Almost 4m people in the UK use a tablet-based device and the dominant operating systems are from Apple and Google – with their Android system that is also becoming the key smart-phone operating system.
It would be wrong to suggest that Microsoft is finished because they don’t seem to be able to compete in the tablet and telephone market, but the entire computing market is changing. For years Microsoft has enjoyed the twin cash cows of Windows and their Office platform of office automation software – Word, Excel, and so on.
Windows is clearly becoming less relevant and valuable, but so too is the shrink-wrapped software market. Office automation tools are available free, in the cloud, from people like Google and at a low cost from other suppliers.

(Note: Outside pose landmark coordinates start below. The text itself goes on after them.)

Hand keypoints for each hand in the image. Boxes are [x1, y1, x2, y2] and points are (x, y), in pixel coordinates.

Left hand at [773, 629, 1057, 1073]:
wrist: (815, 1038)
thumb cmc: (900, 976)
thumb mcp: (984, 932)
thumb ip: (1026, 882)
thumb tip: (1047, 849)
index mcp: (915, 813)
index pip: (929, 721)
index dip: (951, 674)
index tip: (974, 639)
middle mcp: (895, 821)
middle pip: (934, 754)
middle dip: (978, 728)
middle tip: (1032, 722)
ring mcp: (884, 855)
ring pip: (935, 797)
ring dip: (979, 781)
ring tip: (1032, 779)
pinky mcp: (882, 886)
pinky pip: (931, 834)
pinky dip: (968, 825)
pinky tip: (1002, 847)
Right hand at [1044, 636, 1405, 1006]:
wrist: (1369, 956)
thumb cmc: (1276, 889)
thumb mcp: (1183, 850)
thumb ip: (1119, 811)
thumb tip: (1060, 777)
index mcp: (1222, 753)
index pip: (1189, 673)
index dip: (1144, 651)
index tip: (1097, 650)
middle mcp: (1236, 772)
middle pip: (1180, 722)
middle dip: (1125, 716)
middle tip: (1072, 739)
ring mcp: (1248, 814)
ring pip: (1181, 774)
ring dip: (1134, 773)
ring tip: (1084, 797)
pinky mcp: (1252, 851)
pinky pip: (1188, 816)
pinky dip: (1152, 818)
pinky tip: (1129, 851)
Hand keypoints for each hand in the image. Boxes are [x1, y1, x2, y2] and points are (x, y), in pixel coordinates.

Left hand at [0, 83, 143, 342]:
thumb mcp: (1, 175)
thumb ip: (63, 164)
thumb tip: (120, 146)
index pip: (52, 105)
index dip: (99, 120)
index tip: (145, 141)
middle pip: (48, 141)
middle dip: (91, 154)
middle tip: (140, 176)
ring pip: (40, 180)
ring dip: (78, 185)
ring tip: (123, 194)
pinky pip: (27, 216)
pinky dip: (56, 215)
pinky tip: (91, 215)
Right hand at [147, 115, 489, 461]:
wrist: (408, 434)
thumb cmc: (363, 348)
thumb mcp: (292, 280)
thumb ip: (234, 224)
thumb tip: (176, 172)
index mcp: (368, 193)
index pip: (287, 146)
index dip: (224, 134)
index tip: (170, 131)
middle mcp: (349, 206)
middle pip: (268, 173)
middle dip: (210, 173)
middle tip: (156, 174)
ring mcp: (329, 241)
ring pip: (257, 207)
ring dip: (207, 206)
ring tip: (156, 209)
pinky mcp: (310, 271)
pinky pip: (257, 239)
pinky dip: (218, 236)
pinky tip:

How do once dominant companies react to such changes in the market? If anyone can do it then Microsoft can. They have cash, intelligent people, and an attitude that focuses on innovation.
But do they have the will to entirely change the company? One only has to look at a company like Nokia to see that ignoring a changing technology market can bring industry giants to their knees. For the sake of the industry, let’s hope that Windows 8 really is as revolutionary as the Microsoft bosses suggest.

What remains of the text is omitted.